My Memories of Old Beijing (城南旧事 (城南舊事, Chéng nán Jiùshì)) is a 1983 Chinese drama film directed by Wu Yigong, based on the novel of the same name written by Lin Haiyin, first published in 1960. Winner of the 3rd Golden Rooster Awards for Best Director, Best Music and Best Supporting Actress in 1983, the film was selected as China's entry for the Best Foreign Language Film at the 56th Academy Awards, but was not accepted as a nominee.

==Plot==
In the late 1920s, a six-year-old girl named Lin Yingzi (Shen Jie) lives on a hutong in the south of Beijing with her family – her father, her mother and her nurse.

Her first friend is a mad woman Xiuzhen who is always standing at the hutong entrance waiting for her missing daughter Little Guizi.

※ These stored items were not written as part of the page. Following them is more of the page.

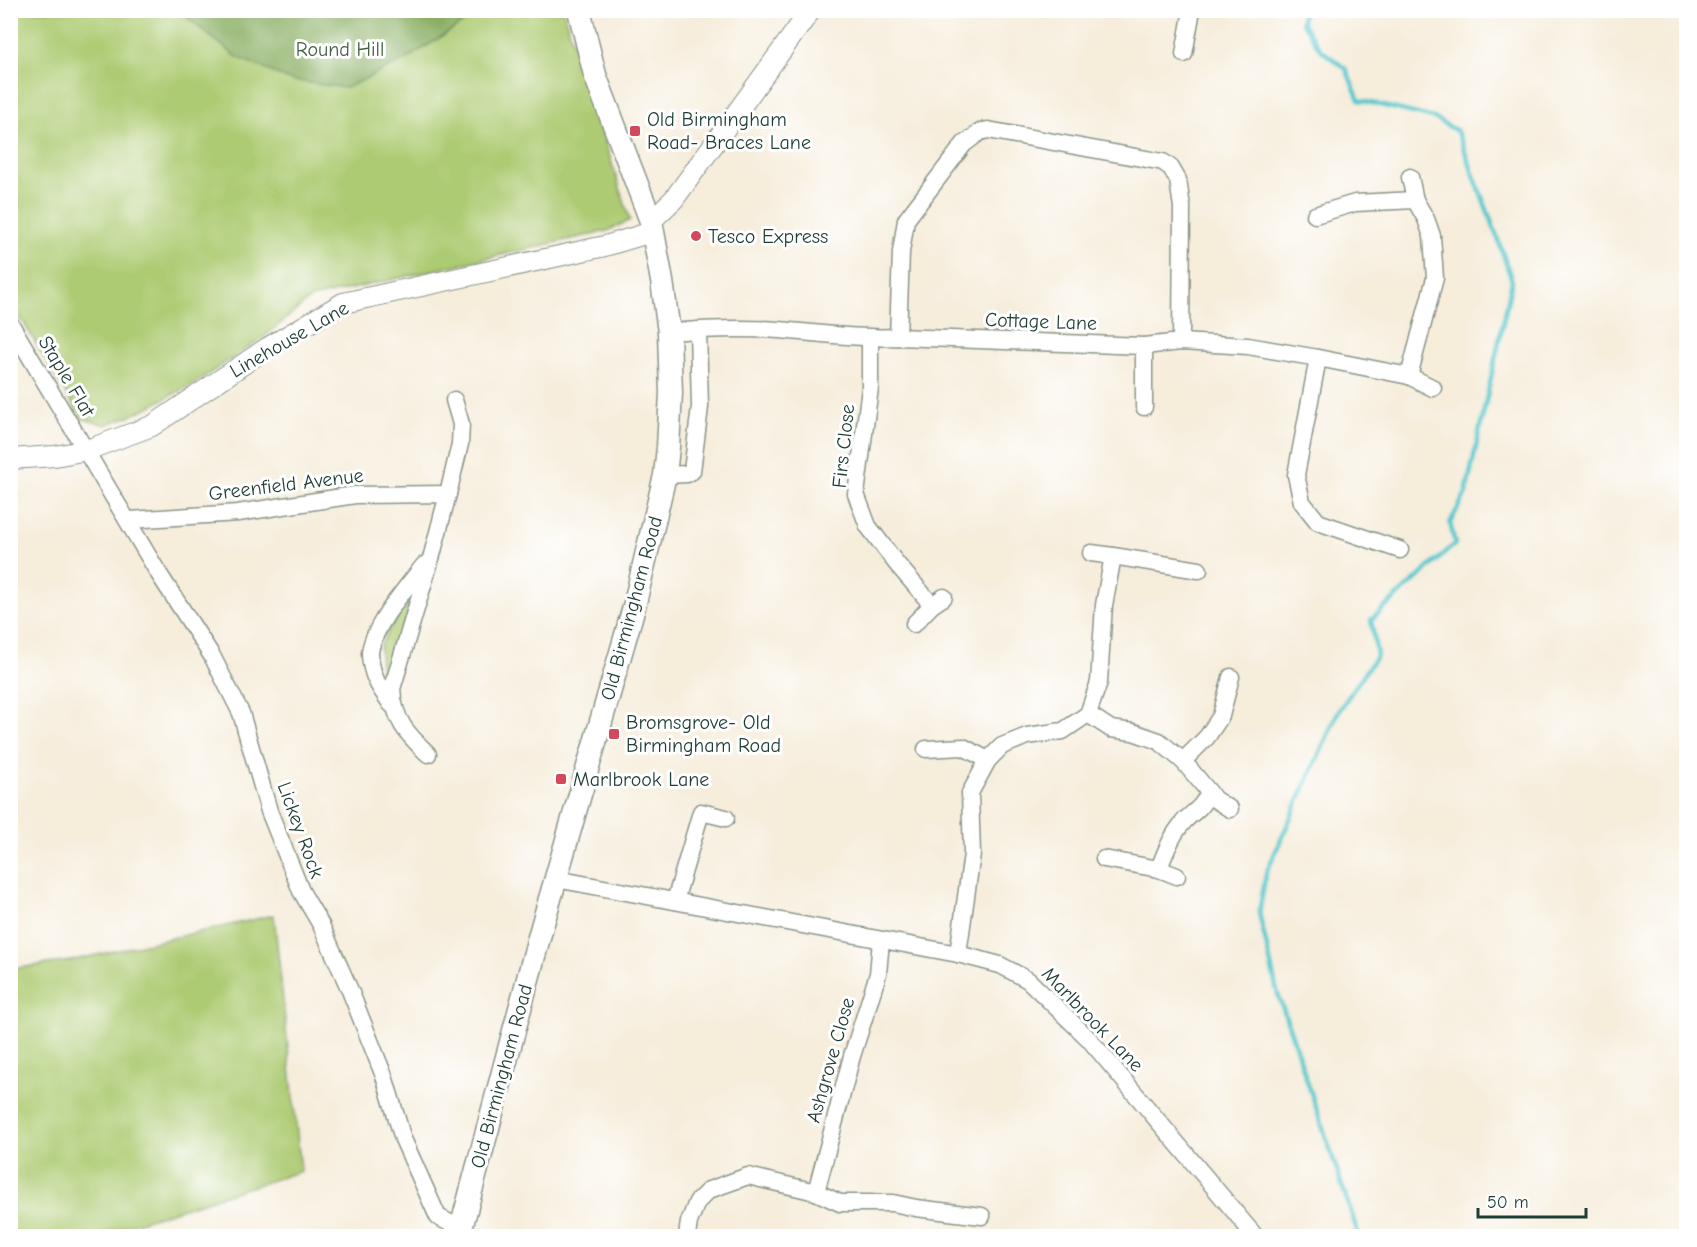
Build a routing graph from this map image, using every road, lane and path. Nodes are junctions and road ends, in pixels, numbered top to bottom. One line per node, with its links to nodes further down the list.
1 (579, 10): 8 (main road, Old Birmingham Road)
2 (811, 10): 8 (street)
3 (1192, 10): 4 (street)
4 (1185, 54)
5 (1410, 177): 6 (street)
6 (1415, 200): 7 (street); 17 (street)
7 (1315, 215)
8 (652, 227): 11 (main road, Old Birmingham Road); 21 (street, Linehouse Lane)
9 (10, 323): 21 (street, Staple Flat)
10 (698, 330): 11 (street, Cottage Lane); 13 (street, Cottage Lane); 23 (street)
11 (669, 332): 23 (main road, Old Birmingham Road)
12 (898, 337): 13 (street, Cottage Lane); 14 (street); 15 (street, Cottage Lane)
13 (870, 339): 31 (street, Firs Close)
14 (1181, 342): 15 (street, Cottage Lane); 16 (street, Cottage Lane)
15 (1144, 346): 20 (street)
16 (1318, 358): 17 (street, Cottage Lane); 26 (street)
17 (1409, 376): 18 (street, Cottage Lane)
18 (1433, 388)
19 (454, 400): 24 (street)
20 (1144, 406)
21 (87, 450): 22 (street, Linehouse Lane); 25 (street, Lickey Rock)
22 (10, 459)
23 (665, 475): 45 (main road, Old Birmingham Road)
24 (448, 494): 25 (street, Greenfield Avenue); 28 (street)
25 (129, 520): 51 (street, Lickey Rock)
26 (1400, 550)
27 (1091, 553): 29 (street)
28 (432, 555): 33 (street); 33 (street)
29 (1113, 556): 30 (street); 34 (street)
30 (1198, 570)
31 (914, 624)
32 (1231, 676): 38 (street)
33 (393, 707): 36 (street)
34 (1088, 714): 37 (street); 38 (street)
35 (926, 749): 37 (street)
36 (428, 754)
37 (988, 760): 48 (street)
38 (1183, 761): 39 (street)
39 (1209, 792): 40 (street); 43 (street)
40 (1230, 809)
41 (726, 818): 46 (street)
42 (1104, 859): 43 (street)
43 (1159, 869): 44 (street)
44 (1177, 876)
45 (556, 879): 46 (street, Marlbrook Lane); 51 (main road, Old Birmingham Road)
46 (675, 901): 47 (street, Marlbrook Lane)
47 (881, 940): 48 (street, Marlbrook Lane); 49 (street, Ashgrove Close)
48 (958, 954): 53 (street, Marlbrook Lane)
49 (816, 1192): 50 (street); 52 (street)
50 (982, 1216)
51 (459, 1232)
52 (687, 1236)
53 (1255, 1236)

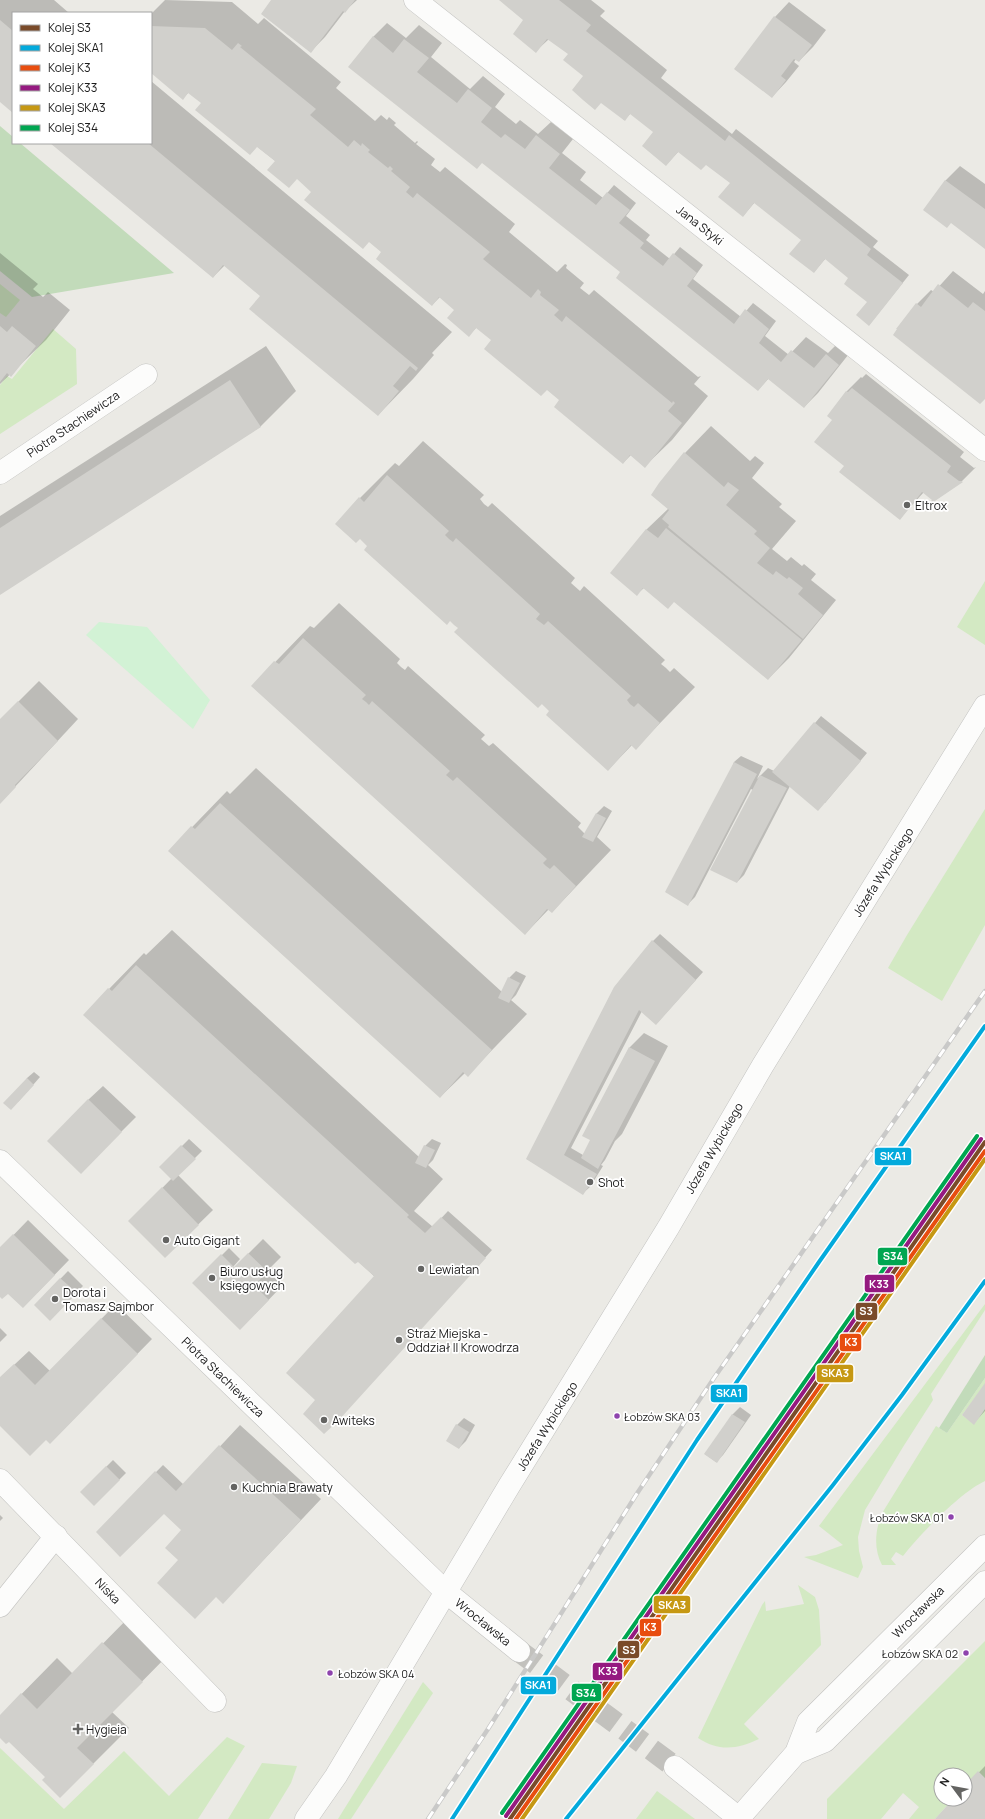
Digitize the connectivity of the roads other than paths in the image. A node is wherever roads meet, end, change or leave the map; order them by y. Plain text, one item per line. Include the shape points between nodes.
1 (415, 0) edge
2 (146, 375) dead end
3 (985, 450) edge
4 (0, 473) edge
5 (985, 706) edge
6 (0, 1161) edge
7 (0, 1480) edge
8 (56, 1536) junction
9 (985, 1546) edge
10 (985, 1582) edge
11 (446, 1592) junction
12 (0, 1606) edge
13 (519, 1652) tunnel mouth
14 (216, 1701) dead end
15 (796, 1754) junction
16 (675, 1767) tunnel mouth
17 (739, 1818) edge
18 (306, 1819) edge

1 - 3 street, Jana Styki
2 - 4 street, Piotra Stachiewicza
5 - 11 street, Józefa Wybickiego via 762,1065 668,1228
6 - 11 street, Piotra Stachiewicza
7 - 8 street, Niska
8 - 12 street
8 - 14 street, Niska
9 - 15 street, Wrocławska via 808,1722
10 - 15 street, Wrocławska via 825,1741
11 - 13 street, Wrocławska
11 - 18 street, Józefa Wybickiego via 336,1776
15 - 17 street, Wrocławska
16 - 17 street, Wrocławska

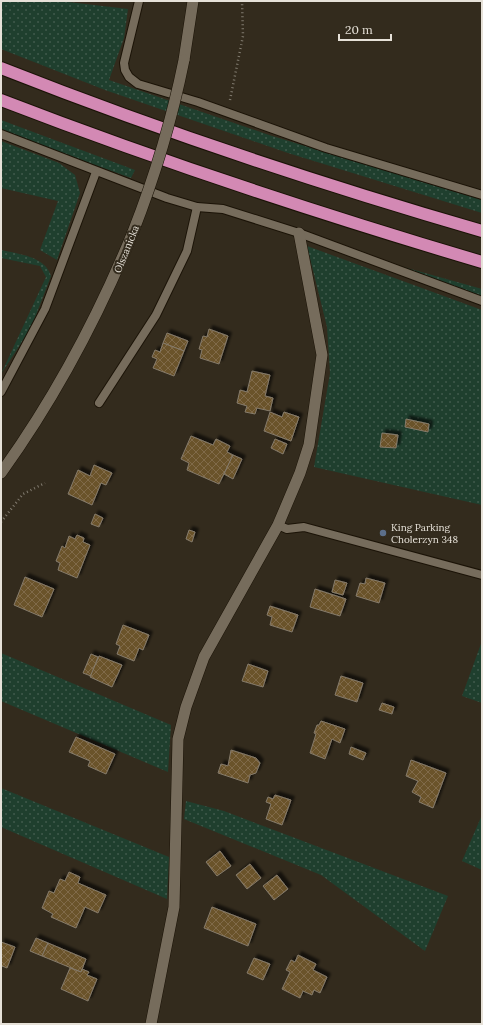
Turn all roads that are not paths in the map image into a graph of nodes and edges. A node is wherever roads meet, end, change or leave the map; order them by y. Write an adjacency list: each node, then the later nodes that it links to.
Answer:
1 (139, 1): 7 (lane)
2 (193, 1): 15 (street, Olszanicka, bridge)
3 (1, 68): 9 (highway)
4 (1, 100): 11 (highway)
5 (1, 134): 6 (lane)
6 (96, 172): 8 (lane); 13 (lane)
7 (482, 195)
8 (197, 207): 10 (lane); 14 (lane)
9 (482, 232)
10 (299, 233): 12 (lane); 16 (street)
11 (482, 262)
12 (482, 300)
13 (1, 392)
14 (99, 403)
15 (1, 473)
16 (278, 525): 17 (lane); 18 (street)
17 (482, 575)
18 (152, 1024)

Xiuzhen fell in love with a young man in college years ago. However, the young man was arrested before she gave birth to their daughter, who was later abandoned by her family. Yingzi shows great sympathy for Xiuzhen. It turns out that Yingzi's friend Niu happened to be the daughter of Xiuzhen. Xiuzhen is so excited that she cannot wait to take her daughter to her father, the former student whose fate is unknown. The two then run off in the pouring rain to find the father, but they both die after being hit by a train.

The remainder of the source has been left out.